Dalam satu perjalanan, Nabi SAW mengingatkan para sahabat agar berhenti atau mampir apabila melewati taman surga (riyadh al-jannah). Mereka bertanya, “Apakah taman surga itu?” Jawab Nabi, “ Majalis al-Dzikr” (majelis-majelis zikir). (HR Tirmidzi dan Ahmad dari Anas ibn Malik).
Majelis zikir itu, dalam riwayat lain, disebut majelis ilmu. Riwayat lainnya menyebut masjid. Masjid atau majelis zikir disebut taman surga dalam kisah di atas, dapat dipahami dalam beberapa makna.

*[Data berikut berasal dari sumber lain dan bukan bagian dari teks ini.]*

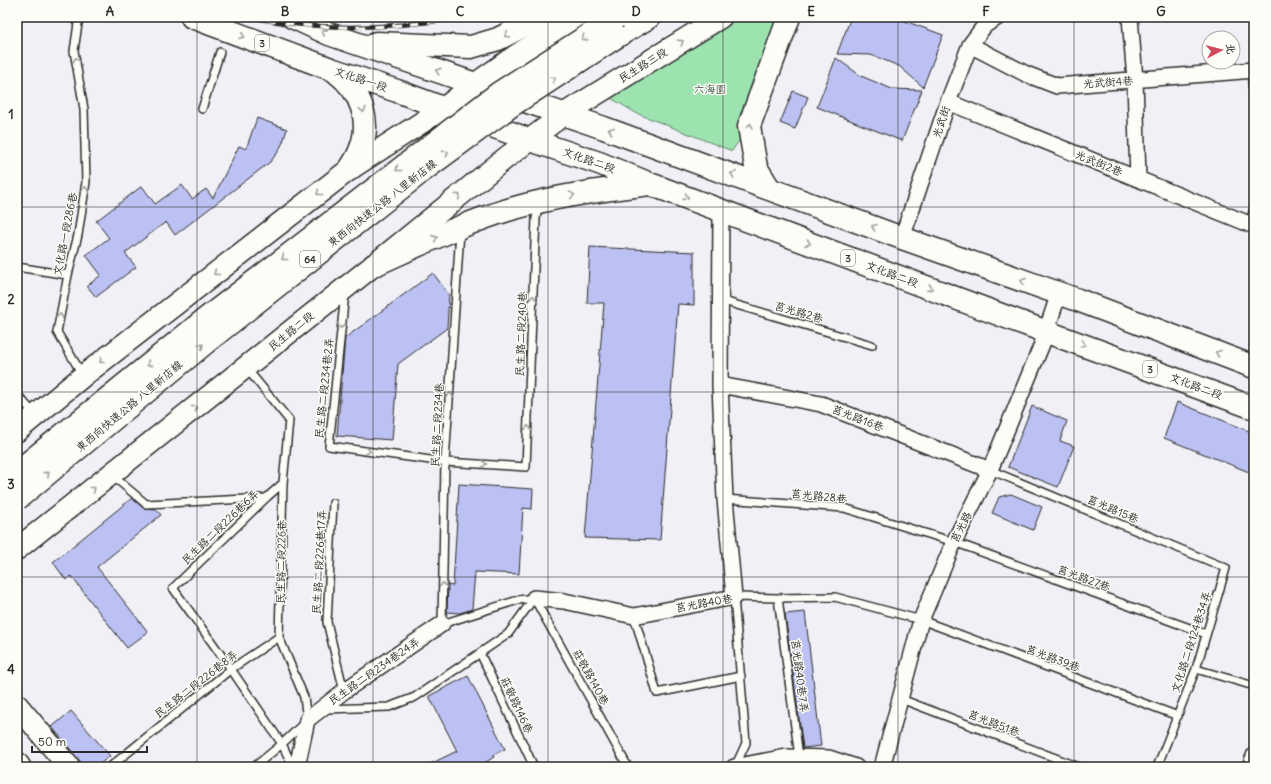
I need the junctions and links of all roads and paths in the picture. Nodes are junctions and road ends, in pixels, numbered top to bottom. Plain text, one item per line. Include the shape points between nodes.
1 (79, 17) edge
2 (192, 17) edge
3 (292, 17) edge
4 (541, 17) edge
5 (576, 17) edge
6 (617, 17) edge
7 (649, 17) edge
8 (721, 17) edge
9 (789, 17) edge
10 (998, 17) edge
11 (1130, 17) edge
12 (357, 43) junction
13 (970, 45) junction
14 (220, 52) dead end
15 (331, 69) junction
16 (1252, 70) edge
17 (1135, 80) junction
18 (474, 84) junction
19 (1254, 100) edge
20 (948, 102) junction
21 (444, 108) junction
22 (202, 109) dead end
23 (564, 114) junction
24 (530, 140) junction
25 (350, 169) junction
26 (1138, 179) junction
27 (650, 184) junction
28 (769, 188) junction
29 (539, 202) junction
30 (1254, 209) edge
31 (721, 210) junction
32 (1252, 225) edge
33 (460, 227) junction
34 (902, 238) junction
35 (374, 265) junction
36 (17, 267) edge
37 (68, 275) junction
38 (345, 287) junction
39 (1059, 293) junction
40 (720, 300) junction
41 (1046, 332) junction
42 (872, 345) dead end
43 (1254, 367) edge
44 (246, 368) junction
45 (83, 376) junction
46 (720, 385) junction
47 (17, 394) edge
48 (1254, 408) edge
49 (35, 416) junction
50 (17, 430) edge
51 (445, 462) junction
52 (990, 470) junction
53 (17, 472) edge
54 (111, 474) junction
55 (283, 483) junction
56 (266, 498) junction
57 (17, 499) edge
58 (725, 499) junction
59 (333, 503) dead end
60 (954, 542) junction
61 (21, 543) edge
62 (1226, 568) joint
63 (734, 597) junction
64 (534, 598) junction
65 (778, 598) junction
66 (634, 616) junction
67 (920, 620) junction
68 (442, 624) junction
69 (1206, 634) junction
70 (279, 638) junction
71 (480, 653) junction
72 (231, 669) junction
73 (1196, 669) junction
74 (741, 676) junction
75 (1254, 686) edge
76 (344, 691) junction
77 (900, 699) junction
78 (17, 705) edge
79 (318, 710) junction
80 (1178, 716) junction
81 (307, 720) junction
82 (282, 744) junction
83 (1254, 756) edge
84 (799, 757) junction
85 (17, 763) edge
86 (20, 767) edge
87 (69, 767) edge
88 (110, 767) edge
89 (254, 767) edge
90 (293, 767) edge
91 (298, 767) edge
92 (534, 767) edge
93 (628, 767) edge
94 (735, 767) edge
95 (856, 767) edge
96 (882, 767) edge
97 (1079, 767) edge
98 (1157, 767) edge
99 (1250, 767) edge

37 -> 1 lane, 文化路一段286巷 via 78,235 86,182 84,109 74,51
2 -> 15 main road, 文化路一段 / 3
12 -> 3 main road via 329,34
4 -> 12 main road via 498,39 471,48
5 - 18 main road
6 -> 53 main road, 東西向快速公路 八里新店線 / 64, bridge via 499,93 203,321
57 -> 7 main road, 東西向快速公路 八里新店線 / 64, bridge via 210,339 421,172 512,105
23 -> 8 main road, 民生路三段
28 -> 9 main road via 756,167 749,126
10 - 13 street, 光武街 via 985,25
11 - 17 street
18 -> 12 main road
13 - 17 street, 光武街4巷 via 1026,74 1058,86
13 - 20 street, 光武街
14 - 22 lane
15 - 21 main road, 文化路一段 / 3
15 -> 25 main road via 347,81 361,102 364,115 364,134 360,152
16 - 17 street, 光武街4巷
16 - 19 lane
17 - 26 street
18 - 21 main road
18 - 23 main road
20 - 26 street, 光武街2巷
20 - 34 street, 光武街
21 - 24 main road, 文化路一段 / 3
21 - 25 main road
23 - 24 main road, 民生路二段
28 -> 23 main road
24 - 27 main road, 文化路二段 / 3
35 -> 24 main road, 民生路二段
25 -> 45 main road
26 - 32 street, 光武街2巷
29 -> 27 main road
27 -> 31 main road, 文化路二段 / 3
34 -> 28 main road
29 - 33 main road via 510,209
51 -> 29 lane, 民生路二段240巷 via 526,467 536,218
30 - 32 lane, 光武街2巷
31 - 40 street
31 -> 41 main road, 文化路二段 / 3
35 -> 33 main road
51 -> 33 lane, 民生路二段234巷
39 -> 34 main road
35 - 38 main road, 民生路二段
36 - 37 lane
45 -> 37 lane, 文化路一段286巷 via 56,332
38 - 44 main road, 民生路二段
38 -> 51 lane, 民生路二段234巷2弄 via 329,446
39 - 41 street, 莒光路
43 -> 39 main road
40 - 42 lane, 莒光路2巷
40 - 46 street
41 -> 48 main road, 文化路二段 / 3
41 - 52 street, 莒光路
54 -> 44 main road, 民生路二段
44 - 55 lane, 民生路二段226巷 via 289,420
45 - 49 main road
46 - 52 street, 莒光路16巷 via 821,404
46 - 58 street
47 - 49 lane
49 - 50 main road
68 -> 51 lane, 民生路二段234巷
52 - 60 street, 莒光路
52 - 62 lane, 莒光路15巷
54 - 56 lane via 146,504
61 -> 54 main road, 民生路二段
55 - 56 lane, 民生路二段226巷6弄
55 - 70 lane, 民生路二段226巷
56 - 72 lane, 民生路二段226巷6弄 via 173,588
58 - 60 lane, 莒光路28巷 via 844,508
58 - 63 street
59 - 76 lane, 民生路二段226巷17弄 via 327,622
60 - 67 street, 莒光路
60 - 69 lane, 莒光路27巷
62 - 69 lane, 文化路二段124巷34弄
63 - 65 lane, 莒光路40巷
63 - 66 street, 莒光路40巷
63 - 74 lane
64 - 66 street, 莒光路40巷 via 564,601
64 - 68 lane via 518,600
64 - 71 lane via 508,634
64 - 93 lane, 莊敬路140巷
65 - 67 lane, 莒光路40巷 via 835,597
65 - 84 lane, 莒光路40巷7弄
66 - 74 lane via 657,693
67 - 77 street, 莒光路
67 - 80 lane, 莒光路39巷
68 - 76 street, 民生路二段234巷24弄
69 - 73 lane, 文化路二段124巷34弄
70 - 72 lane, 民生路二段226巷8弄
70 - 81 lane, 民生路二段226巷 via 304,697
71 - 79 lane via 416,697 390,707
71 - 92 lane, 莊敬路146巷
72 - 82 lane
72 - 88 lane, 民生路二段226巷8弄
73 - 75 lane
73 - 80 lane, 文化路二段124巷34弄
74 - 94 lane via 746,743
76 - 79 street, 民生路二段234巷24弄
77 - 96 street, 莒光路
77 - 97 lane, 莒光路51巷
78 - 87 main road
79 - 81 street, 民生路二段234巷24弄
80 - 98 lane, 文化路二段124巷34弄
81 - 82 lane
81 - 91 street, 民生路二段226巷
82 - 89 lane
82 - 90 lane
83 - 99 street
84 - 94 street via 786,756
84 - 95 street via 829,758
85 - 86 main road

Pertama, bagi kaum beriman, masjid tak ubahnya taman, yaitu tempat yang indah dan nyaman. Kita harus rajin ke masjid agar kita memperoleh kesegaran dan kebugaran, tidak saja fisik, tetapi terutama mental dan spiritual.
Kedua, Nabi SAW wanti-wanti agar dalam melakukan perjalanan (al-safar), kaum beriman tidak lupa berhenti dan mampir di masjid, untuk shalat dan zikir kepada Allah. Pada masa kita sekarang, peringatan Nabi ini sungguh penting, karena banyak orang dalam perjalanan hanya berhenti di rest area untuk makan dan minum. Sebagian besar mereka lupa untuk berhenti di taman surga atau masjid.

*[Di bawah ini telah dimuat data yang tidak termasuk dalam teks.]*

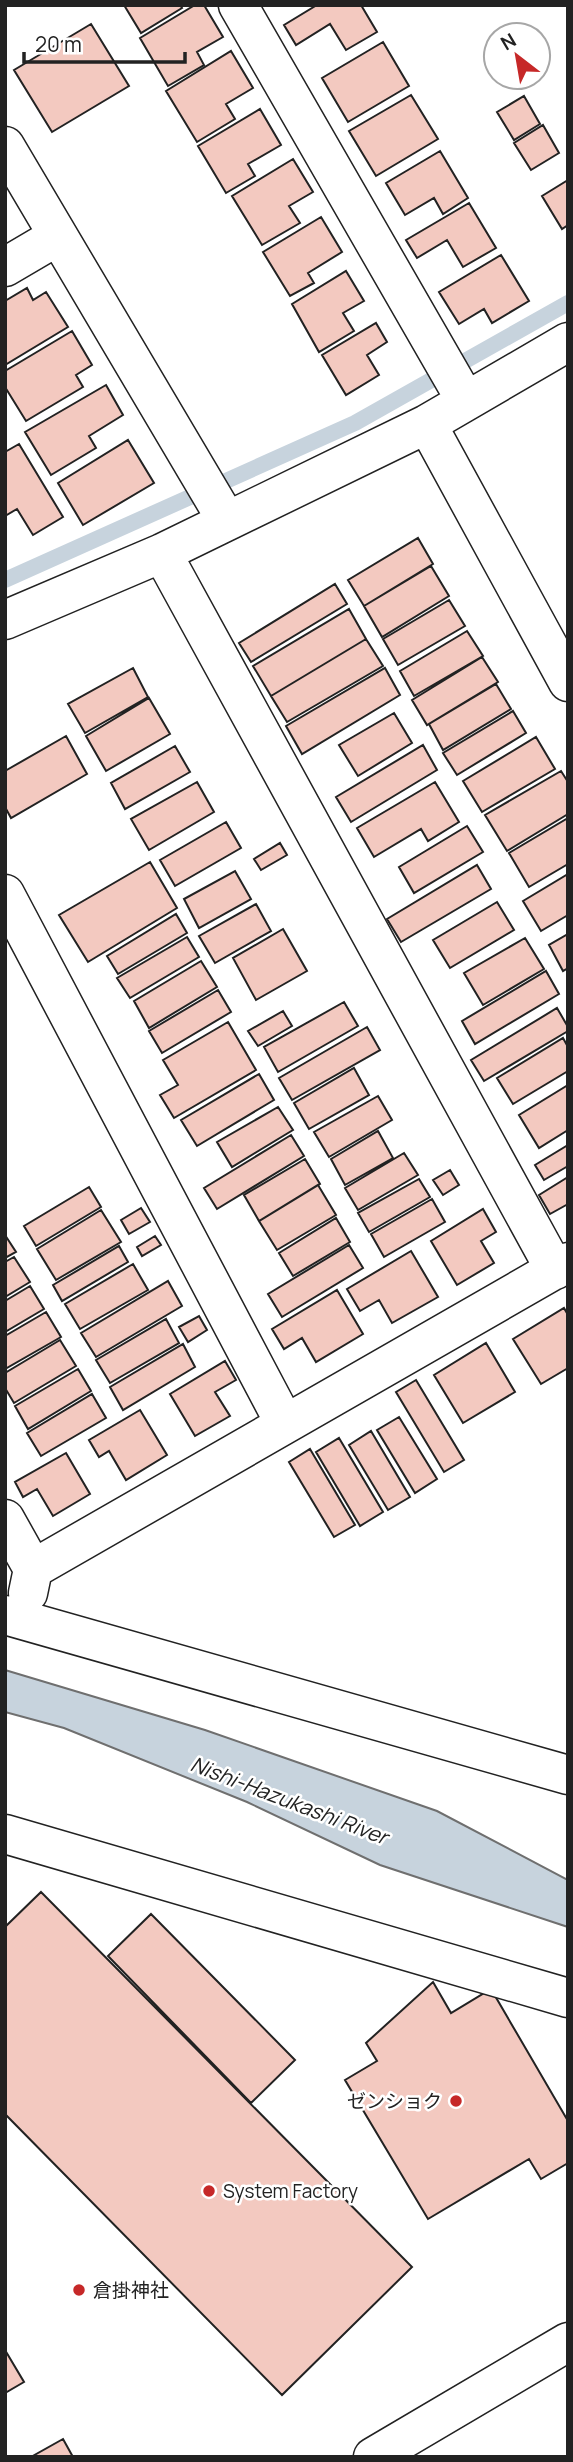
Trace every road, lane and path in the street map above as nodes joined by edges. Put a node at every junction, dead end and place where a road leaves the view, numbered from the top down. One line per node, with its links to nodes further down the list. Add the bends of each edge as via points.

Ketiga, orang yang rajin ke masjid dan berzikir, sesungguhnya ia sedang membangun rumah dan tamannya sendiri yang indah di surga. Maka, kaum beriman diseru agar banyak berzikir. “Hai orang-orang yang beriman, berzikirlah (dengan menyebut nama) Allah, zikir yang sebanyak-banyaknya." (QS. Al-Ahzab: 41).
Zikir itu bermakna mengingat Allah atau menyadari kehadiran-Nya. Orang menyadari kehadiran Allah akan terbebas dari penyakit kehampaan spiritual yang membuatnya terjaga dan terpelihara dari dosa dan maksiat.
Di sinilah makna paling penting dari zikir, sampai-sampai Imam Al-Qusyairi dalam Risalat Al-Qusyairiyah menyebutnya sebagai jalan paling prinsip menuju Tuhan. Bahkan, bagi Qusyairi, tak bisa dibayangkan seseorang bisa sampai (ma`rifah) kepada Allah tanpa zikir secara terus-menerus (wa la yashil ahadun ila Allah illa bi dawam al-dzikr).
Zikir sebagai proses mempertinggi kesadaran tentang kehadiran Allah, bisa dilakukan secara lisan (al-dzikr bi al-Lisan) dan secara rohani atau spiritual (al-dzikr bi al-Qalb). Para sufi, termasuk Qusyairi, memahami zikir secara lisan hanya sebagai alat untuk menggugah agar mampu berzikir lahir dan batin sepanjang waktu.
Kemampuan zikir lahir dan batin tanpa putus ini (istidamat al-dzikr) disebut oleh Nabi SAW sebagai perbuatan paling utama, yaitu tatkala seorang hamba terus berzikir sampai mengembuskan napasnya yang terakhir, sedangkan lidahnya basah (komat-kamit) karena zikir dan mengingat Allah. (HR Thabrani dari Mu`adz ibn Jabal).
Kesadaran spiritual (zikir) itu, menurut Ghazali, berpusat di hati (kalbu). Bagi Ghazali, hati menjadi alat untuk mengenal Allah (al-`alim bi Allah), yang mendekatkan diri (al-mutaqarrib), yang bekerja (al-`amil), yang berjalan (al-sa`i), dan yang menyaksikan rahasia kebesaran Allah melalui terbukanya tirai kegaiban (al-mukasyif bi-ma `inda Allah).